Extracted data below:

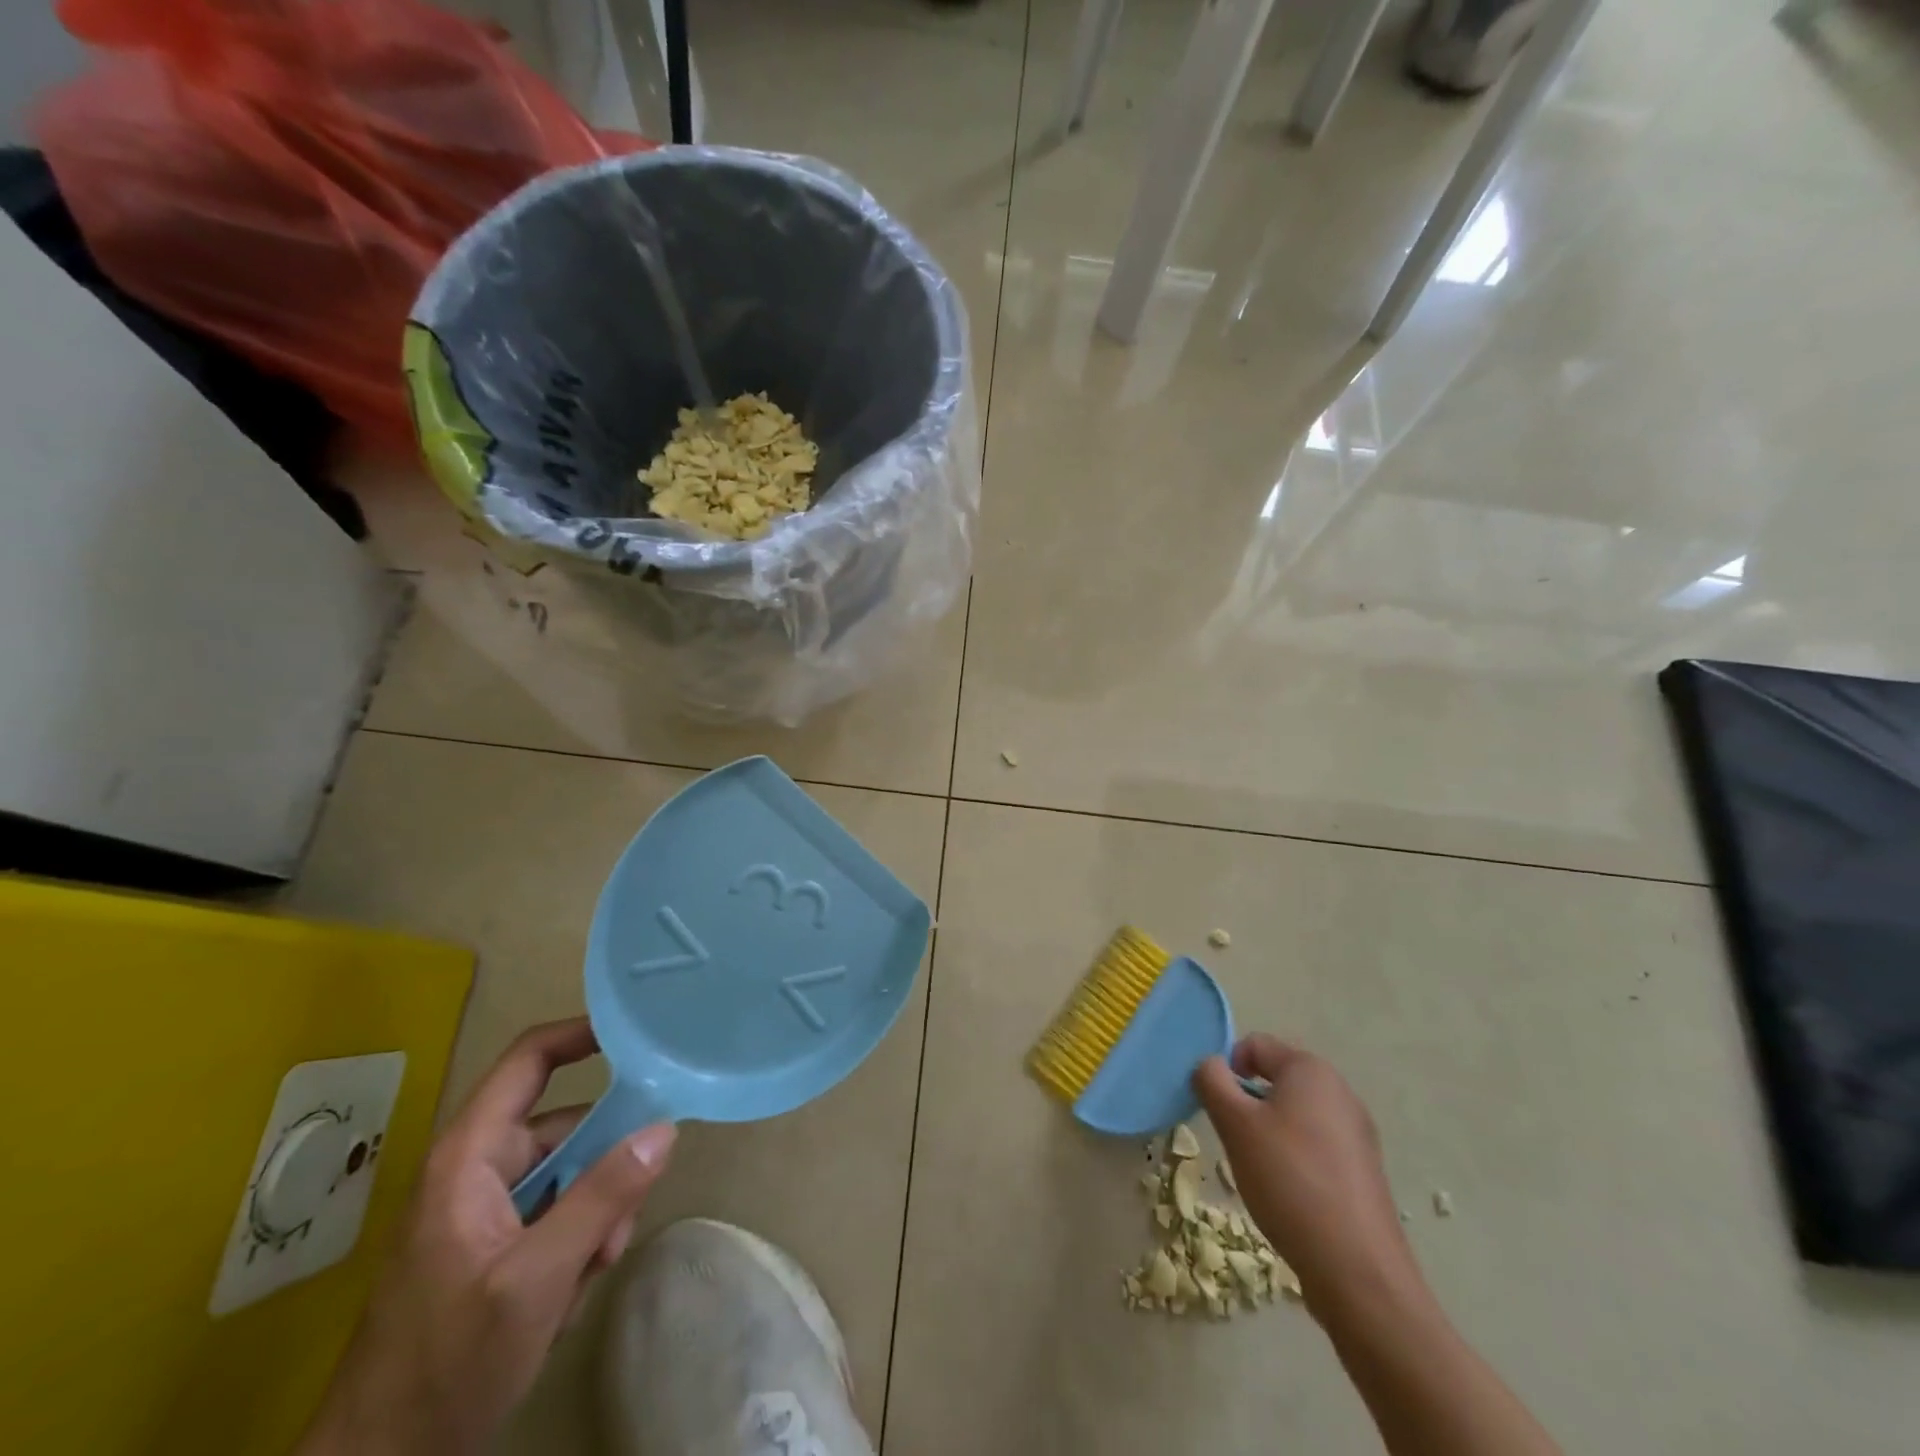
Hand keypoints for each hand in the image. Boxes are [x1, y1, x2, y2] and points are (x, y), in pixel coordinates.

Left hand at [297, 1019, 675, 1455]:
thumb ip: (603, 1198)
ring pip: (570, 1172)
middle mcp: (478, 1168)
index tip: (641, 1031)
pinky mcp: (495, 1243)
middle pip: (566, 1124)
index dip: (582, 1033)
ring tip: (596, 1264)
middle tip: (626, 1211)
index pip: (530, 1061)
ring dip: (597, 1210)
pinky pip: (558, 1210)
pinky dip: (580, 1237)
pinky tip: (574, 1287)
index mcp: (470, 1156)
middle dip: (607, 1161)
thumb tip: (664, 1128)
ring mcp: (486, 1207)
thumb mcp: (537, 1281)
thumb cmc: (447, 1363)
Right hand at [1195, 1035, 1419, 1317]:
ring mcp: (1357, 1132)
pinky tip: (1289, 1194)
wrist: (1358, 1270)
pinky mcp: (1363, 1170)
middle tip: (1236, 1140)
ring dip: (1269, 1132)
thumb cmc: (1289, 1181)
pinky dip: (1294, 1158)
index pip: (1255, 1045)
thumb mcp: (1235, 1124)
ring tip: (1262, 1172)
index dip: (1227, 1068)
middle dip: (1248, 1102)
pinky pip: (1315, 1145)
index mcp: (1310, 1069)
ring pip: (1295, 1114)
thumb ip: (1212, 1081)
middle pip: (1276, 1078)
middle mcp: (1339, 1091)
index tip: (1217, 1107)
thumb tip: (1211, 1065)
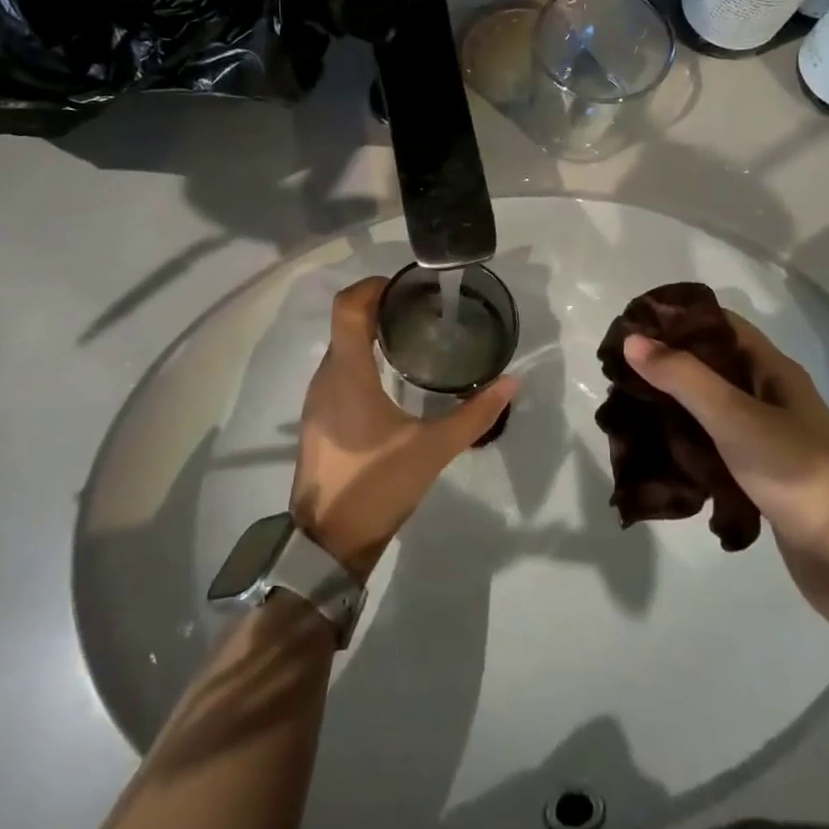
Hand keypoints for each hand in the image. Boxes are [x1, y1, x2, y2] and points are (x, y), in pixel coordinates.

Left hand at [290, 277, 516, 582]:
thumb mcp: (433, 449)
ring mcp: (316, 399)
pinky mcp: (317, 419)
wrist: (327, 542)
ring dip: (369, 335)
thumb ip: (474, 414)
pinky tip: (391, 379)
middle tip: (420, 310)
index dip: (371, 286)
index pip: (347, 307)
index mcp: (348, 373)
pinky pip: (337, 372)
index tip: (404, 286)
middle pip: (345, 323)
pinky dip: (361, 361)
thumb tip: (511, 382)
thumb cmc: (377, 486)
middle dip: (378, 308)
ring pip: (340, 349)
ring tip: (411, 337)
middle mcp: (325, 377)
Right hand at [624, 313, 828, 631]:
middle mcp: (769, 396)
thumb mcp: (736, 418)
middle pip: (709, 365)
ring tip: (626, 409)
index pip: (718, 324)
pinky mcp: (758, 474)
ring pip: (708, 408)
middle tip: (617, 373)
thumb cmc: (799, 474)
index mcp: (772, 370)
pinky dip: (684, 444)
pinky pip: (712, 446)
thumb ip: (683, 378)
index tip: (630, 326)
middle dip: (665, 365)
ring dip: (671, 406)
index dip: (676, 319)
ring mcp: (765, 437)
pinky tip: (655, 452)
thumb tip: (632, 340)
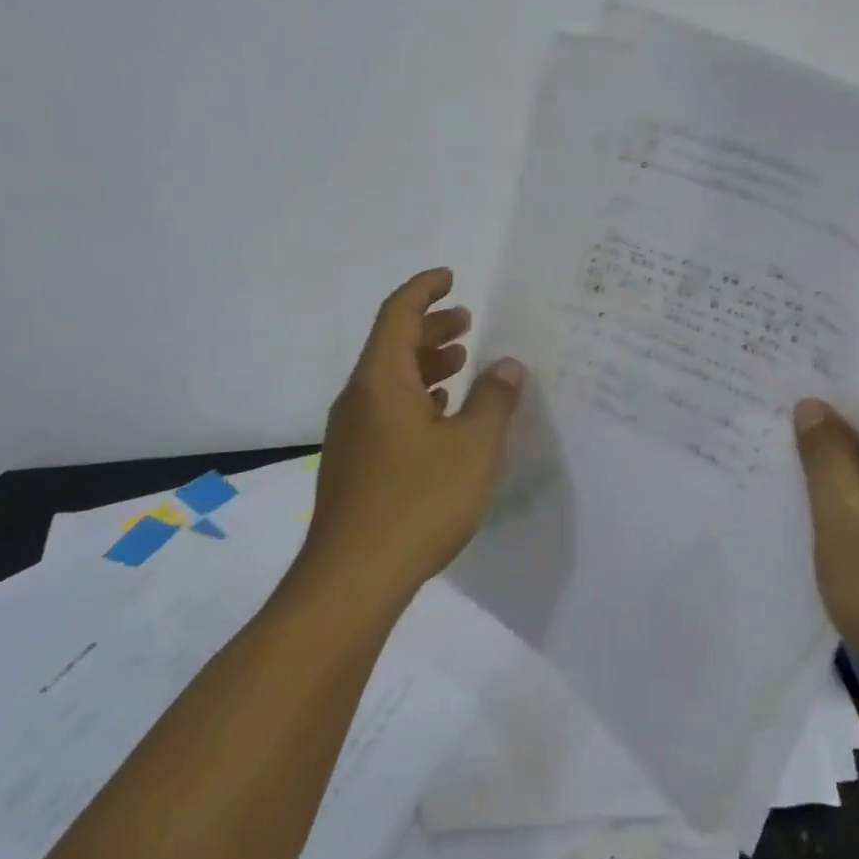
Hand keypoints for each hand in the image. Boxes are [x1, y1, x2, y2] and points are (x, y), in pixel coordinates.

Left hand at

End of Extracted data.

(Problem description): Could you repeat exactly the lines above from the line with "index dip: (371, 286)" up to and including the line with "pinky pip: (712, 446)", and only those?

(Completed exercise):
index dip: (371, 286)
index pip: (347, 307)
index mcp: (348, 373)
pinky pip: (337, 372)
index tip: (404, 286)
middle pip: (345, 323)
pinky dip: (361, 361)
thumb tip: (511, 382)
thumb cmc: (377, 486)
middle dip: (378, 308)
ring pip: (340, 349)
ring tip: (411, 337)
middle mcp: (325, 377)
Right hand at [624, 313, 828, 631]:
middle mcp: (769, 396)
thumb mcp: (736, 418)
middle pip: (709, 365)
ring tip: (626, 409)
index pip: (718, 324)
pinky mcp: (758, 474)
ring pip: (708, 408)
middle tip: (617, 373)
thumb cmc: (799, 474)
index mcp: (772, 370)
pinky dip: (684, 444)
pinky pip: (712, 446)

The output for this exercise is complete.